[Stored data entries]

──────────────────────────────

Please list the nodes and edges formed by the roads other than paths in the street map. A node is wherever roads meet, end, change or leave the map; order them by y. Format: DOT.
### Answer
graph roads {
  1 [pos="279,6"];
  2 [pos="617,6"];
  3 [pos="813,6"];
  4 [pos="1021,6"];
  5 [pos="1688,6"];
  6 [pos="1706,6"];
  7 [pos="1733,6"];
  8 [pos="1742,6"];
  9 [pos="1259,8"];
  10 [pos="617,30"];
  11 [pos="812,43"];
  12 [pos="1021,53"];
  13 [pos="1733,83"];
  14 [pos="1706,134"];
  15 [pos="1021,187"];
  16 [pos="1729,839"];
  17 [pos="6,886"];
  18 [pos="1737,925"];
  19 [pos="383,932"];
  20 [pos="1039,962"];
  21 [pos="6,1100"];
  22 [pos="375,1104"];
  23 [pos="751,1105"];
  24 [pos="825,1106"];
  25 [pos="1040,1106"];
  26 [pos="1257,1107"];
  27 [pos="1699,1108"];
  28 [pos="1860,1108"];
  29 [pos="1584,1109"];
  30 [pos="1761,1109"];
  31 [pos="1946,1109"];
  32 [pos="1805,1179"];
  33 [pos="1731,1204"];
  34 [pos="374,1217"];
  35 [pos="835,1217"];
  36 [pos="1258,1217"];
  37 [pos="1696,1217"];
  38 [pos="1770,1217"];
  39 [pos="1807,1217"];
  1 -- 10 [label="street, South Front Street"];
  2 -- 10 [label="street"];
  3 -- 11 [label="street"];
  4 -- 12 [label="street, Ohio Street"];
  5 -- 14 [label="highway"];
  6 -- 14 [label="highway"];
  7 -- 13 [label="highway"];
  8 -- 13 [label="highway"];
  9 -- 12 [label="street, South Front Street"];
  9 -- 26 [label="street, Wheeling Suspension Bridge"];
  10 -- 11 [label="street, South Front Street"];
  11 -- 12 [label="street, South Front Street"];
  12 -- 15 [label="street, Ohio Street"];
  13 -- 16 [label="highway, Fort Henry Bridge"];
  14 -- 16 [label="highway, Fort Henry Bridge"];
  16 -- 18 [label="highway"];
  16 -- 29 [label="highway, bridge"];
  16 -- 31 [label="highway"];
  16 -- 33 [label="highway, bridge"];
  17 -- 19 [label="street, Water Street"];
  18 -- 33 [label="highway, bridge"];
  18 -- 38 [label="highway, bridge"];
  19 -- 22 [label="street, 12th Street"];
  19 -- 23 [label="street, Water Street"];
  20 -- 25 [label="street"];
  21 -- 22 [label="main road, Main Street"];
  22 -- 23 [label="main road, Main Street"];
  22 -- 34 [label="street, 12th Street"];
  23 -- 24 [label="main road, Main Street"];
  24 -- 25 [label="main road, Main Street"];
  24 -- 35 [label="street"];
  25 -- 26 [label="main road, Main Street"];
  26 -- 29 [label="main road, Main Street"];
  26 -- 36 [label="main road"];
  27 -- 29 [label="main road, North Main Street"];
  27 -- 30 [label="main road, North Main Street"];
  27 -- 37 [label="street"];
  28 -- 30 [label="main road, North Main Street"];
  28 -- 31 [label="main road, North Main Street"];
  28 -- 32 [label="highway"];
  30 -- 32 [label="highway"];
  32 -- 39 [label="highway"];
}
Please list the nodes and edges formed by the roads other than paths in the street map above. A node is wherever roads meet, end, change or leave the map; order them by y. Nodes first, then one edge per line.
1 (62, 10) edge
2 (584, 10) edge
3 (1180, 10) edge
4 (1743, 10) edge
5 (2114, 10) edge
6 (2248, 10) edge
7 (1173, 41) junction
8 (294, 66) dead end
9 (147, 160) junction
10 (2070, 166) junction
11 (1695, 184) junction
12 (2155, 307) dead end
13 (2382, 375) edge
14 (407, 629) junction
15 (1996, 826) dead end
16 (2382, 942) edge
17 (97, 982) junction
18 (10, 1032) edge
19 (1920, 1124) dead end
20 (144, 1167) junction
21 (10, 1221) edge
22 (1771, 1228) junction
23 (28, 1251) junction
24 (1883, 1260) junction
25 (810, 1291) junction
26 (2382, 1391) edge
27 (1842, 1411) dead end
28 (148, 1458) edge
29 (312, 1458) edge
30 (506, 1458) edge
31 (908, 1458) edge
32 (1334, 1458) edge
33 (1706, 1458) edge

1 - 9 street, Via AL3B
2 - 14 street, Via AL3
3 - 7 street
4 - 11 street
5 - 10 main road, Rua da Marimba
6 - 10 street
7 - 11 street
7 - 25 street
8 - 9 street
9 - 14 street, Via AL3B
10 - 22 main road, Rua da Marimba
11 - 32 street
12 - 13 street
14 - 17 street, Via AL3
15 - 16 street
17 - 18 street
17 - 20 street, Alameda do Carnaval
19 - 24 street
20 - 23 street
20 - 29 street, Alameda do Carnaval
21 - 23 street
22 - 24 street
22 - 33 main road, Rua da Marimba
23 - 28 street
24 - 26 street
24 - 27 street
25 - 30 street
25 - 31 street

──────────────────────────────

• WORK INSTRUCTIONS: Could each line above be retyped exactly?

• WRITTEN ANSWER:
Please list the nodes and edges formed by the roads other than paths in the street map. A node is wherever roads meet, end, change or leave the map; order them by y. Format: DOT.
### Answer
graph roads {
  1 [pos="279,6"];
  2 [pos="617,6"];
  3 [pos="813,6"];
  4 [pos="1021,6"];
  5 [pos="1688,6"];
  6 [pos="1706,6"];
  7 [pos="1733,6"];
  8 [pos="1742,6"];
  9 [pos="1259,8"];
  10 [pos="617,30"];
  11 [pos="812,43"];
  12 [pos="1021,53"];
  13 [pos="1733,83"];
  14 [pos="1706,134"];
  15 [pos="1021,187"];
  16 [pos="1729,839"];
  17 [pos="6,886"];
  18 [pos="1737,925"];
  19 [pos="383,932"];
  20 [pos="1039,962"];
  21 [pos="6,1100"];
  22 [pos="375,1104"];
  23 [pos="751,1105"];
  24 [pos="825,1106"];
  25 [pos="1040,1106"];
  26 [pos="1257,1107"];
  27 [pos="1699,1108"];
  28 [pos="1860,1108"];
  29 [pos="1584,1109"];
  30 [pos="1761,1109"];
  31 [pos="1946,1109"];
  32 [pos="1805,1179"];
  33 [pos="1731,1204"];
  34 [pos="374,1217"];
  35 [pos="835,1217"];
  36 [pos="1258,1217"];
  37 [pos="1696,1217"];
  38 [pos="1770,1217"];
  39 [pos="1807,1217"];
  1 -- 10 [label="street, South Front Street"];
  2 -- 10 [label="street"];
  3 -- 11 [label="street"];
  4 -- 12 [label="street, Ohio Street"];
  5 -- 14 [label="highway"];
  6 -- 14 [label="highway"];
  7 -- 13 [label="highway"];
  8 -- 13 [label="highway"];
  9 -- 12 [label="street, South Front Street"];
  9 -- 26 [label="street, Wheeling Suspension Bridge"];
  10 -- 11 [label="street, South Front Street"];
  11 -- 12 [label="street, South Front Street"];
  12 -- 15 [label="street, Ohio Street"];
  13 -- 16 [label="highway, Fort Henry Bridge"];
  14 -- 16 [label="highway, Fort Henry Bridge"];
  16 -- 18 [label="highway"];
  16 -- 29 [label="highway, bridge"];
  16 -- 31 [label="highway"];
  16 -- 33 [label="highway, bridge"];
  17 -- 19 [label="street, Water Street"];
  18 -- 33 [label="highway, bridge"];
  18 -- 38 [label="highway, bridge"];
  19 -- 22 [label="street, 12th Street"];
  19 -- 23 [label="street, Water Street"];
  20 -- 25 [label="street"];
  21 -- 22 [label="main road, Main Street"];
  22 -- 23 [label="main road, Main Street"];
  22 -- 34 [label="street, 12th Street"];
  23 -- 24 [label="main road, Main Street"];
  24 -- 25 [label="main road, Main Street"];
  24 -- 35 [label="street"];
  25 -- 26 [label="main road, Main Street"];
  26 -- 29 [label="main road, Main Street"];
  26 -- 36 [label="main road"];
  27 -- 29 [label="main road, North Main Street"];
  27 -- 30 [label="main road, North Main Street"];
  27 -- 37 [label="street"];
  28 -- 30 [label="main road, North Main Street"];
  28 -- 31 [label="main road, North Main Street"];
  28 -- 32 [label="highway"];
  30 -- 32 [label="highway"];
  32 -- 39 [label="highway"];
}
Please list the nodes and edges formed by the roads other than paths in the street map above. A node is wherever roads meet, end, change or leave the map; order them by y. Nodes first, then one edge per line.
1 (62, 10) edge
2 (584, 10) edge
3 (1180, 10) edge
4 (1743, 10) edge
5 (2114, 10) edge
6 (2248, 10) edge
7 (1173, 41) junction
8 (294, 66) dead end
9 (147, 160) junction
10 (2070, 166) junction
11 (1695, 184) junction
12 (2155, 307) dead end
13 (2382, 375) edge
14 (407, 629) junction
15 (1996, 826) dead end
16 (2382, 942) edge
17 (97, 982) junction
18 (10, 1032) edge
19 (1920, 1124) dead end
20 (144, 1167) junction
21 (10, 1221) edge
22 (1771, 1228) junction
23 (28, 1251) junction
24 (1883, 1260) junction
25 (810, 1291) junction
26 (2382, 1391) edge
27 (1842, 1411) dead end
28 (148, 1458) edge
29 (312, 1458) edge
30 (506, 1458) edge
31 (908, 1458) edge
32 (1334, 1458) edge
33 (1706, 1458) edge

1 - 9 street, Via AL3B
2 - 14 street, Via AL3
3 - 7 street
4 - 11 street
5 - 10 main road, Rua da Marimba
6 - 10 street
7 - 11 street
7 - 25 street
8 - 9 street
9 - 14 street, Via AL3B
10 - 22 main road, Rua da Marimba
11 - 32 street
12 - 13 street
14 - 17 street, Via AL3
15 - 16 street
17 - 18 street
17 - 20 street, Alameda do Carnaval
19 - 24 street
20 - 23 street
20 - 29 street, Alameda do Carnaval
21 - 23 street
22 - 24 street
22 - 33 main road, Rua da Marimba
23 - 28 street
24 - 26 street
24 - 27 street
25 - 30 street
25 - 31 street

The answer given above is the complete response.